Being a war reporter was also dangerous but the risks are increasing. Here’s a powerful piece by the always interesting David Carr in The New York Times:
The setting at the Waldorf-Astoria hotel on Tuesday represented the height of refinement, but Alan Rusbridger, editor in chief of The Guardian, reminded the black-tie crowd at the annual dinner for the Committee to Protect Journalists of something it knew all too well: in many parts of the globe, its profession is under murderous assault.
“Targeting journalism has become a trend, and now the people who are harassing and killing journalists include governments as well as the people you would expect,” said Mr. Rusbridger, who, along with others, was honored at the gathering in New York.

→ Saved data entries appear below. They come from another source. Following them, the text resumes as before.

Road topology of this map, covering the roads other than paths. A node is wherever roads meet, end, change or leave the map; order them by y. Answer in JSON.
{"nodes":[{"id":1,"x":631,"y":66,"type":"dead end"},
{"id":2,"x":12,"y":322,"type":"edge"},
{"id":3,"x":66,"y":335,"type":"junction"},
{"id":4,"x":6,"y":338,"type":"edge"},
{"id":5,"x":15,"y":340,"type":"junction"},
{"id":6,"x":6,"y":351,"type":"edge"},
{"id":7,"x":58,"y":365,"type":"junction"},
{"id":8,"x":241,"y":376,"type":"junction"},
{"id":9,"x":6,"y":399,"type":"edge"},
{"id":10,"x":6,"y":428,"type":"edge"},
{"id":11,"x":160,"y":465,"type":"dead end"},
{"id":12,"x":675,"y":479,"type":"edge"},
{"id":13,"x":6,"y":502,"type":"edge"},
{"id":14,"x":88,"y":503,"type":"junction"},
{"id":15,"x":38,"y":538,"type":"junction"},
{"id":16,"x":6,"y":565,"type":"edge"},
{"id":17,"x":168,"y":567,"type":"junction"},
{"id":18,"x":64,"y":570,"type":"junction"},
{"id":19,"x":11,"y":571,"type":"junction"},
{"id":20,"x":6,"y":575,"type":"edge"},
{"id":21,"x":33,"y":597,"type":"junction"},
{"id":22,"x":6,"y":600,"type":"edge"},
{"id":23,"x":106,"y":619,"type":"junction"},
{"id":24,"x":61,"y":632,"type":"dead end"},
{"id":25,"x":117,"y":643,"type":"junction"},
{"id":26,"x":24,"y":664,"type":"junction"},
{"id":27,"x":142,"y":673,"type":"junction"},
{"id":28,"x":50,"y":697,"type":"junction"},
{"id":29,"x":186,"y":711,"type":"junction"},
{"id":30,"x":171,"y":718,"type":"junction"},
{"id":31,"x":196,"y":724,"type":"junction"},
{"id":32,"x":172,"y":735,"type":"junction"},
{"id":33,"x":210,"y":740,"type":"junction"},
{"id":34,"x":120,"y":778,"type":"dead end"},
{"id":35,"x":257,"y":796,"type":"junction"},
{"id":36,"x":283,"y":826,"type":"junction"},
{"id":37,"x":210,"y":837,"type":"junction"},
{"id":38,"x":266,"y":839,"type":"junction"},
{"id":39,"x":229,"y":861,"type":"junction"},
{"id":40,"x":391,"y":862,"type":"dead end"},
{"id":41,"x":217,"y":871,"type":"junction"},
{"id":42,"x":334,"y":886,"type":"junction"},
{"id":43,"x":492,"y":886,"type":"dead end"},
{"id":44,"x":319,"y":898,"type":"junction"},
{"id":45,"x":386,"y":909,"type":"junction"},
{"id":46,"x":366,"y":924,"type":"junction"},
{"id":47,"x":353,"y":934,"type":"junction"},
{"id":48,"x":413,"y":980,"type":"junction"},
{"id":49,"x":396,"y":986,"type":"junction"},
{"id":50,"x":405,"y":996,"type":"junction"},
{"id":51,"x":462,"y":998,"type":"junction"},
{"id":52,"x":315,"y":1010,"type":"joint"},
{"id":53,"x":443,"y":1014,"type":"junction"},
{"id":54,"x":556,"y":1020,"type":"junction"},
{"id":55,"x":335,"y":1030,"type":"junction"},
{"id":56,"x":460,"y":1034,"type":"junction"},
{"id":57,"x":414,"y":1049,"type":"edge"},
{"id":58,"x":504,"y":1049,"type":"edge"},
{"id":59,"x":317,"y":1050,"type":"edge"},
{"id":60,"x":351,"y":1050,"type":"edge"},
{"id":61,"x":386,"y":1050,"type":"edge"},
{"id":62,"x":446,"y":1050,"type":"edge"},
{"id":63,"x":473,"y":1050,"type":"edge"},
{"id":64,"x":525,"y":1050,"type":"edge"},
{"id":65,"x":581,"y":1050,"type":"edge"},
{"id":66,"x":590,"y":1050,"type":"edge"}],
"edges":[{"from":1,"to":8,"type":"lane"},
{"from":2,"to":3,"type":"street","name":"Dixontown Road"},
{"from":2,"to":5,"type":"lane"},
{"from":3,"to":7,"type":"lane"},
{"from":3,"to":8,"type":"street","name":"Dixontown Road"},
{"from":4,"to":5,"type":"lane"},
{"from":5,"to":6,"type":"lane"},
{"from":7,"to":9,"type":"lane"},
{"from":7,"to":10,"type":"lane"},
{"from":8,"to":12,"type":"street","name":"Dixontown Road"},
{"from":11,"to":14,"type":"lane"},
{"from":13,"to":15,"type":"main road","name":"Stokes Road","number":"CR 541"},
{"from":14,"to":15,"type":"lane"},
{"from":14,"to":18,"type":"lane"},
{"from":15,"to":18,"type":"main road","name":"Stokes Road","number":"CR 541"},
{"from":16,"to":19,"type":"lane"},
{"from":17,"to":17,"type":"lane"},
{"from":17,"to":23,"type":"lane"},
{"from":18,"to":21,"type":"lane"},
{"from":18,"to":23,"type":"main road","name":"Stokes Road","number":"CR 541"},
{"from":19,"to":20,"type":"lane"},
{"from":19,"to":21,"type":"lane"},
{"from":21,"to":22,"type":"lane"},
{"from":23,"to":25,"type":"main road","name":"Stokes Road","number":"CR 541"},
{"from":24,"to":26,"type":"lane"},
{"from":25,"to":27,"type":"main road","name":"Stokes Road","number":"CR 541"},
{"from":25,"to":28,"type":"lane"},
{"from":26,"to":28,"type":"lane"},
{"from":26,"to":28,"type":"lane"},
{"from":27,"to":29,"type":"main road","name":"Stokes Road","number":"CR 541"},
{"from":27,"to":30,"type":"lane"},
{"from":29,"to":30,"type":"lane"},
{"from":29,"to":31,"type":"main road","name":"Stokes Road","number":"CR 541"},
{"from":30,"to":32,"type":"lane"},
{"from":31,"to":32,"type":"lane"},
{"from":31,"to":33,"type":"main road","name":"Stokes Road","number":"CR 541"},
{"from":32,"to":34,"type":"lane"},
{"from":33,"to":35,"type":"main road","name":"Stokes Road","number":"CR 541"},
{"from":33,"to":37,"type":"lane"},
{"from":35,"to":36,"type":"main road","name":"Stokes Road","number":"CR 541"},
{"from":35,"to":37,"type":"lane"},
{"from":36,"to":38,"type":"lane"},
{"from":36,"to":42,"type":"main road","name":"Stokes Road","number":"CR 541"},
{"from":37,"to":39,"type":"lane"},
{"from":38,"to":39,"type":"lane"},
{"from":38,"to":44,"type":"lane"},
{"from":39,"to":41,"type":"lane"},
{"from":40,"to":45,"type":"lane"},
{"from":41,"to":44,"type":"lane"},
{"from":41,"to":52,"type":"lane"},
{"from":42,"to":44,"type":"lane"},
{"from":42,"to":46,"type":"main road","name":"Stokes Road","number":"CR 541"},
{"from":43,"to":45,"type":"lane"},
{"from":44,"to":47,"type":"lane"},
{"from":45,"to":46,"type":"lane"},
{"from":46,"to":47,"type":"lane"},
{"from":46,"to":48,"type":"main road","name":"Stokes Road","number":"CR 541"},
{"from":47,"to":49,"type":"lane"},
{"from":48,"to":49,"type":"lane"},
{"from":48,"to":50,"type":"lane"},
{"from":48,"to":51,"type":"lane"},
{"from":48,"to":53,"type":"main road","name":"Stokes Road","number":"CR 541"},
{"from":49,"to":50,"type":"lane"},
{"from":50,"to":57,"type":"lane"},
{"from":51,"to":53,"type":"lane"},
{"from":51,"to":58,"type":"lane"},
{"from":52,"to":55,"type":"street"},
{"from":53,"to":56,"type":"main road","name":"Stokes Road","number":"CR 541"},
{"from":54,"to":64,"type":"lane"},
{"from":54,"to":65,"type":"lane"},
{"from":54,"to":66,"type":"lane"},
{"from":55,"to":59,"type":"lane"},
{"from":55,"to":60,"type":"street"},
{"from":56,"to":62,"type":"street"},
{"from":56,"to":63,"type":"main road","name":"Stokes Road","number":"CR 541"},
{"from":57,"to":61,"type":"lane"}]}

Journalists who dig into murky and dangerous corners of the world have become accustomed to being threatened and sometimes hunted by drug lords and gangsters, but now some governments have decided shooting the messenger is a viable option. The C.P.J. reports that government officials and their allies are now suspected of being responsible for more than a third of the murders of journalists, a higher proportion than killings attributed to terrorist groups or criminal enterprises.
On the same day as the Waldorf event, three employees of news organizations were killed in Gaza by Israeli missiles. Rather than suggesting it was a mistake, or denying responsibility, an Israeli Defense Forces spokeswoman, Lt. Col. Avital Leibovich, told The Associated Press, “The targets are people who have relevance to terror activity.”
So it has come to this: killing members of the news media can be justified by a phrase as amorphous as “relevance to terror activity.”
We have entered a very different era of information management in contemporary conflicts. As my colleague Noam Cohen reported last week, both sides in the Gaza conflict used Twitter accounts to fire verbal shots back and forth in an effort to shape perception in the outside world.
The good news is that, unlike in 2008, foreign correspondents were allowed to enter Gaza and see for themselves. The bad news is that they were entering a place where some journalists already there were considered targets, making a dangerous situation all the more so.
Mahmoud al-Kumi and Hussam Salama worked as cameramen for Al-Aqsa TV, which is run by Hamas and whose reporting frequently reflects that affiliation. They were covering events in central Gaza when a missile struck their car, which, according to Al-Aqsa, was clearly marked with the letters “TV.” (The car just in front of them was carrying a translator and driver for The New York Times, so the execution hit close to our organization.) And Mohamed Abu Aisha, director of the private Al-Quds Educational Radio, was also in a car when it was hit by a missile.
Human Rights Watch spoke up in protest, saying in a statement, “Civilian broadcasting facilities are not rendered legitimate military targets simply because they broadcast pro-Hamas or anti-Israel propaganda.” Reporters Without Borders, another advocacy group, called the killings a “clear violation of international standards.”
Israeli officials have said Hamas was using journalists and their operations as “human shields,” and a press officer for the Israeli Defense Force warned in a Twitter post that reporters should be wary of the company they keep: “Advice to reporters in #Gaza, just like any person in Gaza: For your own safety, stay away from #Hamas positions and operatives.”
While it is true that news media operations have become one more arrow in the quiver of modern warfare, a direct attack on information gatherers of any stripe is deeply troubling. And such attacks are hardly restricted to Israel: recall that in the United States assault on Baghdad, television stations were early targets.
A distinction needs to be made. The battle over ideas — over who owns the truth in a given conflict — should be fought with notebooks and video cameras, not weapons of war.